- [Stored data entries]:
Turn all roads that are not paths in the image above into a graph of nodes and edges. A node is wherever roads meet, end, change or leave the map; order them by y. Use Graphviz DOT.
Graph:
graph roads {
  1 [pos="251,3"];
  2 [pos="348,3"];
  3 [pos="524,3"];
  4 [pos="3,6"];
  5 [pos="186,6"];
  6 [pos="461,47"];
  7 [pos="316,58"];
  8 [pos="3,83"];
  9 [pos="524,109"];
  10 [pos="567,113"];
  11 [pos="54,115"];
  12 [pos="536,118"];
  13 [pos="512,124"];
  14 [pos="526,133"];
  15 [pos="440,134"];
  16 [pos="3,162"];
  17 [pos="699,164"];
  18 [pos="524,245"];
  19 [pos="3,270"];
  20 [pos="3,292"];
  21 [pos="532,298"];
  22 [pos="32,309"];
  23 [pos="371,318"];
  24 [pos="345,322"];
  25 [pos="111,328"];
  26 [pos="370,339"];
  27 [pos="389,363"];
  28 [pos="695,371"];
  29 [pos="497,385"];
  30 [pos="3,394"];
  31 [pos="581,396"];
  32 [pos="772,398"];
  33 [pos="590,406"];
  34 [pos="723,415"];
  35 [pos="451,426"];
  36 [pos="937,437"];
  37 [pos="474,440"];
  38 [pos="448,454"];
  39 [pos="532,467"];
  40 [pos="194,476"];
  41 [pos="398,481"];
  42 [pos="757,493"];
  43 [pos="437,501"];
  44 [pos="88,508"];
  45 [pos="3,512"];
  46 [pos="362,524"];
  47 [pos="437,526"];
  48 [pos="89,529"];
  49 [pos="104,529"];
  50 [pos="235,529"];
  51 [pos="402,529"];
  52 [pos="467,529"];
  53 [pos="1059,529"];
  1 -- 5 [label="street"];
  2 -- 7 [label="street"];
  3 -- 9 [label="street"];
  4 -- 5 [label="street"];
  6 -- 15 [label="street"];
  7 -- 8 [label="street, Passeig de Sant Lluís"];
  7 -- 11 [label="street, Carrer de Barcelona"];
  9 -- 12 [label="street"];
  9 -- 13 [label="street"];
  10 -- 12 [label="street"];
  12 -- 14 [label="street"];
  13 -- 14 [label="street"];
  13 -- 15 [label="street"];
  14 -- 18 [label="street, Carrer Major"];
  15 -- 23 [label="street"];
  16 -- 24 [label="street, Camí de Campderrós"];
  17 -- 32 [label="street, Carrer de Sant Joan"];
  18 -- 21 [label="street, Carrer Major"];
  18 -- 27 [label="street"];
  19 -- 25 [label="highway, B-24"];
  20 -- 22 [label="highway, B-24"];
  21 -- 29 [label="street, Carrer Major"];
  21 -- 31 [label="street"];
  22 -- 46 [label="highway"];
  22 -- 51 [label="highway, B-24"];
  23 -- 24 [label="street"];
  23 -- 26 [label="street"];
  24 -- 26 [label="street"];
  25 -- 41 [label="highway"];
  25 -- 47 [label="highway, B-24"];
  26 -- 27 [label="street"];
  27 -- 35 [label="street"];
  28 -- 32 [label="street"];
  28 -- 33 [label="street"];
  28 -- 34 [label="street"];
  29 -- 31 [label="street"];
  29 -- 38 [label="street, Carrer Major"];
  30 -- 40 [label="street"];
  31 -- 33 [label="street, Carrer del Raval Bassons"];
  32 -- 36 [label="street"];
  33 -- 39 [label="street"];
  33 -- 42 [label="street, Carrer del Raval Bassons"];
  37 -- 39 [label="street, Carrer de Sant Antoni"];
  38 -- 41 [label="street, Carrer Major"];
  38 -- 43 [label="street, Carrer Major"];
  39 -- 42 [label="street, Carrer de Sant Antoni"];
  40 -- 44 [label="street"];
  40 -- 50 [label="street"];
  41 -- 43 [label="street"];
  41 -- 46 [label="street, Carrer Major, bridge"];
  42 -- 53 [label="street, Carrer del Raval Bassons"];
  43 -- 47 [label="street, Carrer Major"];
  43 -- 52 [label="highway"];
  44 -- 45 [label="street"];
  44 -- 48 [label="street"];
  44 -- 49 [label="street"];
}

---

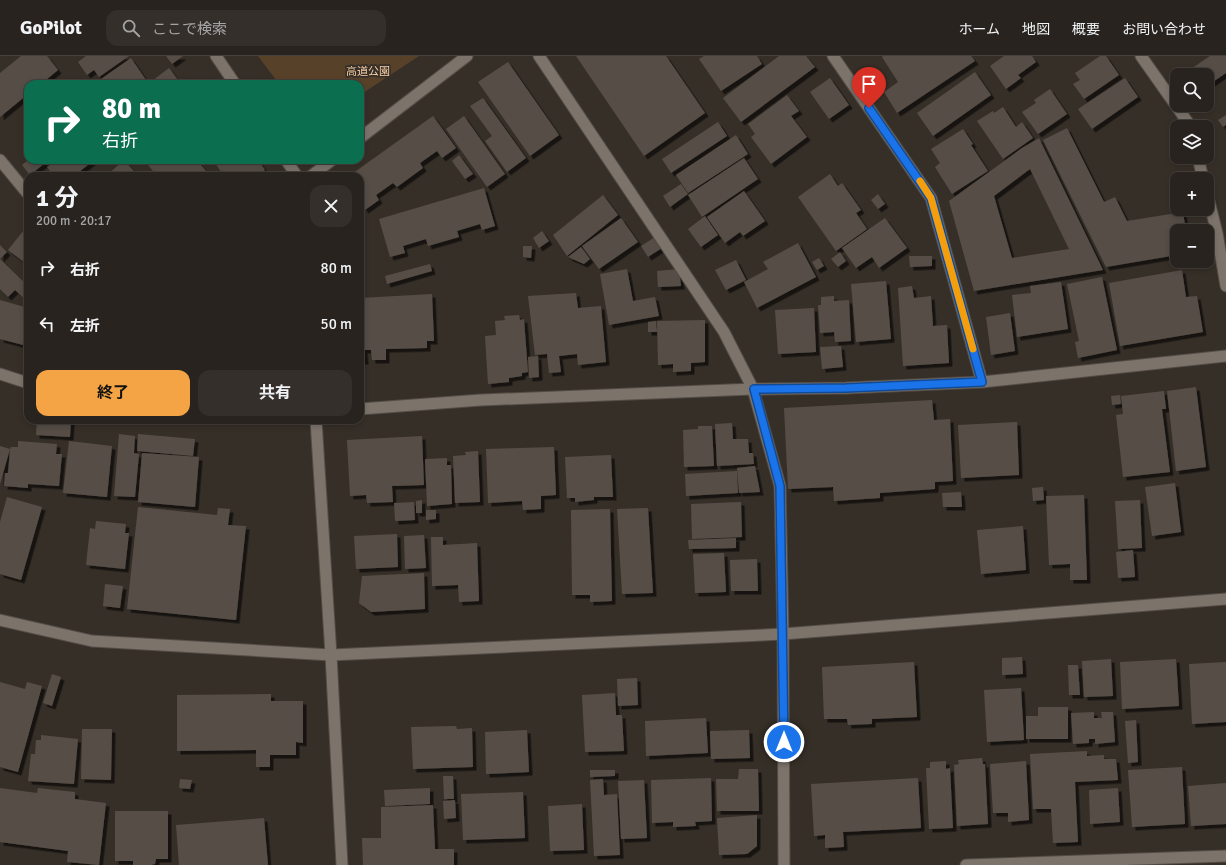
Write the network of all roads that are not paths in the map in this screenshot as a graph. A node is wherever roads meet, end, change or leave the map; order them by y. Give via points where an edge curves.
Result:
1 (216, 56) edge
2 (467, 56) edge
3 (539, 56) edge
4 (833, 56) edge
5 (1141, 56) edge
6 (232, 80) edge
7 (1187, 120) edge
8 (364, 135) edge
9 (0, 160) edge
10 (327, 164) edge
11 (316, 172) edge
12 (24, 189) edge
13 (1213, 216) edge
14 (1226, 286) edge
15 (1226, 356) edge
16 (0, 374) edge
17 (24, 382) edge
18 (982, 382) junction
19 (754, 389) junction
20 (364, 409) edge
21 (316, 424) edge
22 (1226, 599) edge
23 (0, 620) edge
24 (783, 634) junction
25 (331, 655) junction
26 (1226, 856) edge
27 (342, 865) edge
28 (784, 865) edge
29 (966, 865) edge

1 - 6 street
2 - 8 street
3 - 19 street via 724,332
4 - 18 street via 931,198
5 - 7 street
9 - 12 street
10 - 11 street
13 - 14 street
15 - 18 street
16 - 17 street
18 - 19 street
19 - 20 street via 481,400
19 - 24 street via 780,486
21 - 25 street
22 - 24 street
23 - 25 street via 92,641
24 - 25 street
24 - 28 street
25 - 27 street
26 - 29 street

...

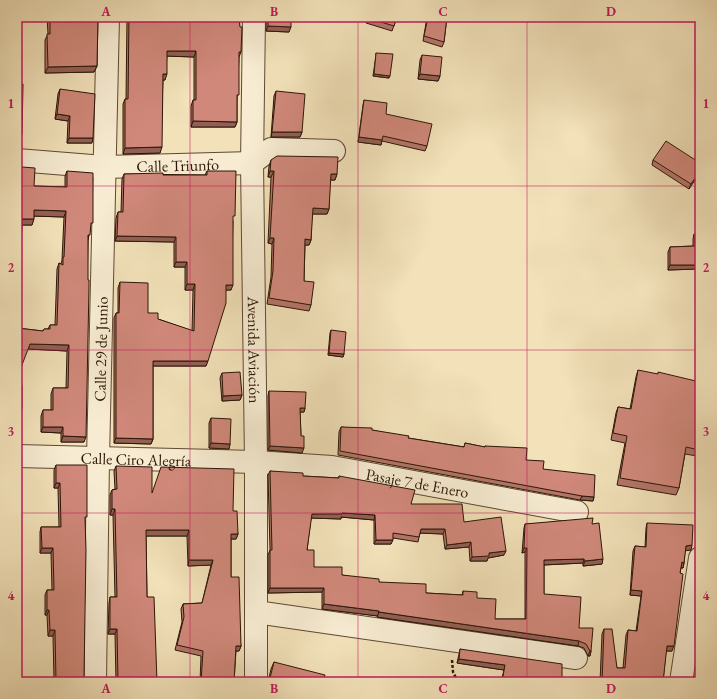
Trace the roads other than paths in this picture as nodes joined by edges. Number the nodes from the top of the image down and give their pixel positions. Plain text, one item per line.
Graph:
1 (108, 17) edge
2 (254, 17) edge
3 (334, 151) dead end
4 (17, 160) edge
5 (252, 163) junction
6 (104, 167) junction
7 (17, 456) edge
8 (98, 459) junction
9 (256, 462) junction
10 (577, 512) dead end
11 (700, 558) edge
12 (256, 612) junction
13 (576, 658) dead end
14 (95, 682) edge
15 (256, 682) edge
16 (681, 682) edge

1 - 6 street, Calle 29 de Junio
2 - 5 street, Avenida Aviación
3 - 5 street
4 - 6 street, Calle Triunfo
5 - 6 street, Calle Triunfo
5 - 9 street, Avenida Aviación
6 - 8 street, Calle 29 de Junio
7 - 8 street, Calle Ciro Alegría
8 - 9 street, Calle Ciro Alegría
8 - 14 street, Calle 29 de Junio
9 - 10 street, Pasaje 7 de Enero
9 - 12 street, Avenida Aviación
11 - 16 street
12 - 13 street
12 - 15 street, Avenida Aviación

- [TASK DIRECTIONS]: Examine the records and pull out every line where the string "change" occurs.

- [SOLUTION FOR THIS PROBLEM]:
Turn all roads that are not paths in the image above into a graph of nodes and edges. A node is wherever roads meet, end, change or leave the map; order them by y. Use Graphviz DOT.
Write the network of all roads that are not paths in the map in this screenshot as a graph. A node is wherever roads meet, end, change or leave the map; order them by y. Give via points where an edge curves.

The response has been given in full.